Dataset content: Begin

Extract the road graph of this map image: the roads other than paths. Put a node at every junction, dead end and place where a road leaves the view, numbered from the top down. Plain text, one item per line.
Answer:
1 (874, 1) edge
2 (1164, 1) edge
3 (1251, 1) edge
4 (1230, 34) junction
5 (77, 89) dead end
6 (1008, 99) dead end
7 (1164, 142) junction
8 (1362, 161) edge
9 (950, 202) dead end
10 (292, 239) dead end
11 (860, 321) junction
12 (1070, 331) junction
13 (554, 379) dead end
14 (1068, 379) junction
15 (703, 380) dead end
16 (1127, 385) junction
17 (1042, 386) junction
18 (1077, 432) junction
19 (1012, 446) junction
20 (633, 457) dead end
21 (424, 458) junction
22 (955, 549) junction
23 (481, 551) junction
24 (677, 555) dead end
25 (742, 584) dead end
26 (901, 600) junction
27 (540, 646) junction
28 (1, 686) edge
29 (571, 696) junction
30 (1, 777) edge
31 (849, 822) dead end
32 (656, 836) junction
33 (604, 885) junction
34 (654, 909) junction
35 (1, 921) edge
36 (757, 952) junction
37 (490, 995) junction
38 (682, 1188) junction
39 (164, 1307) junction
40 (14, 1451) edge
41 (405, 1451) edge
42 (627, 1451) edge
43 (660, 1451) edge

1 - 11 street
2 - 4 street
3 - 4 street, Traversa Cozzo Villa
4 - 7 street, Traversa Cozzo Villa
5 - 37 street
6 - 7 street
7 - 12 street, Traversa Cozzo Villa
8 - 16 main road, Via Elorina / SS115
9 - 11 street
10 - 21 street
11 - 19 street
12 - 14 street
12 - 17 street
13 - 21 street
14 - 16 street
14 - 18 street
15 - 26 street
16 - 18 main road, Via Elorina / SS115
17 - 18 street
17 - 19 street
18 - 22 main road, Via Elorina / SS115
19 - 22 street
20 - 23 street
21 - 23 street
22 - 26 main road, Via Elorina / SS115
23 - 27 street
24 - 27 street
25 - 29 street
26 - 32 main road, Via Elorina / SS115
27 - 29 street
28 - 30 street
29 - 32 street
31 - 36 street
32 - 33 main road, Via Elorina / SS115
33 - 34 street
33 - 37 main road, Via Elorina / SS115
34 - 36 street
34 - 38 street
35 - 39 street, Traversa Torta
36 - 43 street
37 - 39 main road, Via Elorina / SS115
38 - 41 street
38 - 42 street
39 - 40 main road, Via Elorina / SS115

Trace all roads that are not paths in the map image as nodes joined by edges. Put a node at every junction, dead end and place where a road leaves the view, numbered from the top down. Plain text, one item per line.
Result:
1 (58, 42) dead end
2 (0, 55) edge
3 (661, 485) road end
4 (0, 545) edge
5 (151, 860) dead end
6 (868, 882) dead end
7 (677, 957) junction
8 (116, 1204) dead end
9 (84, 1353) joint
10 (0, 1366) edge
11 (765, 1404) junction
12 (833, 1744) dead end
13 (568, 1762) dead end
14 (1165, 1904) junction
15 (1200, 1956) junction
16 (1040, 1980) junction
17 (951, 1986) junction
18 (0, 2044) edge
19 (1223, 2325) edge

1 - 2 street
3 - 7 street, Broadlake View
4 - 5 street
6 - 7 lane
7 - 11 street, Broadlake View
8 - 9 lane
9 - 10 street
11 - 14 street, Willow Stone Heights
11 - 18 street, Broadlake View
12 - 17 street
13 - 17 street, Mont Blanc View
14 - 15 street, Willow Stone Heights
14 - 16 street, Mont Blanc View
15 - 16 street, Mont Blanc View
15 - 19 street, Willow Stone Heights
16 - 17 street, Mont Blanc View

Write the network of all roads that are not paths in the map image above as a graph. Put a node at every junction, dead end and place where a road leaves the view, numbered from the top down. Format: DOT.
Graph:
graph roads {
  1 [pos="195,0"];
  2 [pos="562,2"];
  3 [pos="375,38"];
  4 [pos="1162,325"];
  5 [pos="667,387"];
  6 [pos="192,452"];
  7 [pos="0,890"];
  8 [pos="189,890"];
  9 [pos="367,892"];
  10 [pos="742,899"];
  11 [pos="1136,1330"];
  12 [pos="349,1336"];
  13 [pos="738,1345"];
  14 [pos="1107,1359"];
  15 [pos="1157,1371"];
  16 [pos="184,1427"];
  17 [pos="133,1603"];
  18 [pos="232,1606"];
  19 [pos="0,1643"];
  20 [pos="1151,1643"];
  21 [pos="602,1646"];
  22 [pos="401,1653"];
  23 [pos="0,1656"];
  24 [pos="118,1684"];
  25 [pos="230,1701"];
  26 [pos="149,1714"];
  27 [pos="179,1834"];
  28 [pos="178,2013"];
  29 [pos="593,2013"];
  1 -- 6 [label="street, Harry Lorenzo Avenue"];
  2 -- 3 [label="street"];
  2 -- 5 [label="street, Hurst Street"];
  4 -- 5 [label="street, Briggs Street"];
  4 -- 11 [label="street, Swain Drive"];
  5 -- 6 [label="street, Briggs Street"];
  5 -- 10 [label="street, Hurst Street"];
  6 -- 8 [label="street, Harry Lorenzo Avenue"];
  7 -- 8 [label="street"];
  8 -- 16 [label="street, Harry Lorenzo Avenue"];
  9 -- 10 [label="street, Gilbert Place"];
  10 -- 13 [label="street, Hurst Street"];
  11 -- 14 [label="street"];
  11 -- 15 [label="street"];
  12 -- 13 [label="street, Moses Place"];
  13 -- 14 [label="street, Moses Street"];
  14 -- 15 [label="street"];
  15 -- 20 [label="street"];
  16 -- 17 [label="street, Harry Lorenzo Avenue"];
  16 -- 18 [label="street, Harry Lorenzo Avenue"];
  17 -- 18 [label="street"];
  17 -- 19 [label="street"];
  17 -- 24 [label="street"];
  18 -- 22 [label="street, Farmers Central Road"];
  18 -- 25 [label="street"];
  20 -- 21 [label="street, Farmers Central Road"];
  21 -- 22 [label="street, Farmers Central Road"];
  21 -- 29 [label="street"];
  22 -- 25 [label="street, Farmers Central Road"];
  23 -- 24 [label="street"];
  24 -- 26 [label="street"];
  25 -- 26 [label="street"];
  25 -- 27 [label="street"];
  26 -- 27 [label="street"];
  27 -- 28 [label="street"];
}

Dataset content: End

Task – Repeat all the lines above verbatim.

Written reply –
Extract the road graph of this map image: the roads other than paths. Put a node at every junction, dead end and place where a road leaves the view, numbered from the top down. Plain text, one item per line.
Answer:
1 (874, 1) edge
2 (1164, 1) edge
3 (1251, 1) edge
4 (1230, 34) junction
5 (77, 89) dead end
6 (1008, 99) dead end
7 (1164, 142) junction
8 (1362, 161) edge
9 (950, 202) dead end
10 (292, 239) dead end
11 (860, 321) junction
12 (1070, 331) junction
13 (554, 379) dead end
14 (1068, 379) junction
15 (703, 380) dead end
16 (1127, 385) junction
17 (1042, 386) junction
18 (1077, 432) junction
19 (1012, 446) junction
20 (633, 457) dead end
21 (424, 458) junction
22 (955, 549) junction
23 (481, 551) junction
24 (677, 555) dead end
25 (742, 584) dead end
26 (901, 600) junction
27 (540, 646) junction
28 (1, 686) edge
29 (571, 696) junction
30 (1, 777) edge
31 (849, 822) dead end
32 (656, 836) junction
33 (604, 885) junction
34 (654, 909) junction
35 (1, 921) edge
36 (757, 952) junction
37 (490, 995) junction
38 (682, 1188) junction
39 (164, 1307) junction
40 (14, 1451) edge
41 (405, 1451) edge
42 (627, 1451) edge
43 (660, 1451) edge

1 - 11 street
2 - 4 street
3 - 4 street, Traversa Cozzo Villa
4 - 7 street, Traversa Cozzo Villa
5 - 37 street
6 - 7 street
7 - 12 street, Traversa Cozzo Villa
8 - 16 main road, Via Elorina / SS115
9 - 11 street
10 - 21 street
11 - 19 street
12 - 14 street
12 - 17 street
13 - 21 street
14 - 16 street
14 - 18 street
15 - 26 street
16 - 18 main road, Via Elorina / SS115
17 - 18 street
17 - 19 street
18 - 22 main road, Via Elorina / SS115
19 - 22 street
20 - 23 street
21 - 23 street
22 - 26 main road, Via Elorina / SS115
23 - 27 street
24 - 27 street
25 - 29 street
26 - 32 main road, Via Elorina / SS115
27 - 29 street
28 - 30 street
29 - 32 street
31 - 36 street
32 - 33 main road, Via Elorina / SS115
33 - 34 street
33 - 37 main road, Via Elorina / SS115
34 - 36 street
34 - 38 street
35 - 39 street, Traversa Torta
36 - 43 street
37 - 39 main road, Via Elorina / SS115
38 - 41 street
38 - 42 street
39 - 40 main road, Via Elorina / SS115

Trace all roads that are not paths in the map image as nodes joined by edges. Put a node at every junction, dead end and place where a road leaves the view, numbered from the top down. Plain text, one item per line.
Result:
1 (58, 42) dead end
2 (0, 55) edge
3 (661, 485) road end
4 (0, 545) edge
5 (151, 860) dead end
6 (868, 882) dead end
7 (677, 957) junction
8 (116, 1204) dead end
9 (84, 1353) joint
10 (0, 1366) edge
11 (765, 1404) junction
12 (833, 1744) dead end
13 (568, 1762) dead end
14 (1165, 1904) junction
15 (1200, 1956) junction
16 (1040, 1980) junction
17 (951, 1986) junction
18 (0, 2044) edge
19 (1223, 2325) edge

1 - 2 street
3 - 7 street, Broadlake View
4 - 5 street
6 - 7 lane
7 - 11 street, Broadlake View
8 - 9 lane
9 - 10 street
11 - 14 street, Willow Stone Heights
11 - 18 street, Broadlake View
12 - 17 street
13 - 17 street, Mont Blanc View
14 - 15 street, Willow Stone Heights
14 - 16 street, Mont Blanc View
15 - 16 street, Mont Blanc View
15 - 19 street, Willow Stone Heights
16 - 17 street, Mont Blanc View

Write the network of all roads that are not paths in the map image above as a graph. Put a node at every junction, dead end and place where a road leaves the view, numbered from the top down. Format: DOT.
Graph:
graph roads {
  1 [pos="195,0"];
  2 [pos="562,2"];
  3 [pos="375,38"];
  4 [pos="1162,325"];
  5 [pos="667,387"];
  6 [pos="192,452"];
  7 [pos="0,890"];
  8 [pos="189,890"];
  9 [pos="367,892"];
  10 [pos="742,899"];
  11 [pos="1136,1330"];
  12 [pos="349,1336"];
  13 [pos="738,1345"];
  14 [pos="1107,1359"];
  15 [pos="1157,1371"];
  16 [pos="184,1427"];
  17 [pos="133,1603"];
  18 [pos="232,1606"];
  19 [pos="0,1643"];
  20 [pos="1151,1643"];
  21 [pos="602,1646"];
  22 [pos="401,1653"];
  23 [pos="0,1656"];
  24 [pos="118,1684"];
  25 [pos="230,1701"];
  26 [pos="149,1714"];
  27 [pos="179,1834"];
  28 [pos="178,2013"];
  29 [pos="593,2013"];
  1 -- 6 [label="street, Harry Lorenzo Avenue"];
  2 -- 3 [label="street"];
  2 -- 5 [label="street, Hurst Street"];
  4 -- 5 [label="street, Briggs Street"];
  4 -- 11 [label="street, Swain Drive"];
  5 -- 6 [label="street, Briggs Street"];
  5 -- 10 [label="street, Hurst Street"];
  6 -- 8 [label="street, Harry Lorenzo Avenue"];
  7 -- 8 [label="street"];
  8 -- 16 [label="street, Harry Lorenzo Avenue"];
  9 -- 10 [label="street, Gilbert Place"];
  10 -- 13 [label="street, Hurst Street"];
  11 -- 14 [label="street"];
  11 -- 15 [label="street"];
  12 -- 13 [label="street, Moses Place"];
  13 -- 14 [label="street, Moses Street"];
  14 -- 15 [label="street"];
  15 -- 20 [label="street"];
  16 -- 17 [label="street, Harry Lorenzo Avenue"];
  16 -- 18 [label="street, Harry Lorenzo Avenue"];
  17 -- 18 [label="street"];
  17 -- 19 [label="street"];
  17 -- 24 [label="street"];
  18 -- 22 [label="street, Farmers Central Road"];
  18 -- 25 [label="street"];
  20 -- 21 [label="street, Farmers Central Road"];
  21 -- 22 [label="street, Farmers Central Road"];
  21 -- 29 [label="street"];
  22 -- 25 [label="street, Farmers Central Road"];
  23 -- 24 [label="street"];
  24 -- 26 [label="street"];
  25 -- 26 [label="street"];
  25 -- 27 [label="street"];
  26 -- 27 [label="street"];
  27 -- 28 [label="street"];
}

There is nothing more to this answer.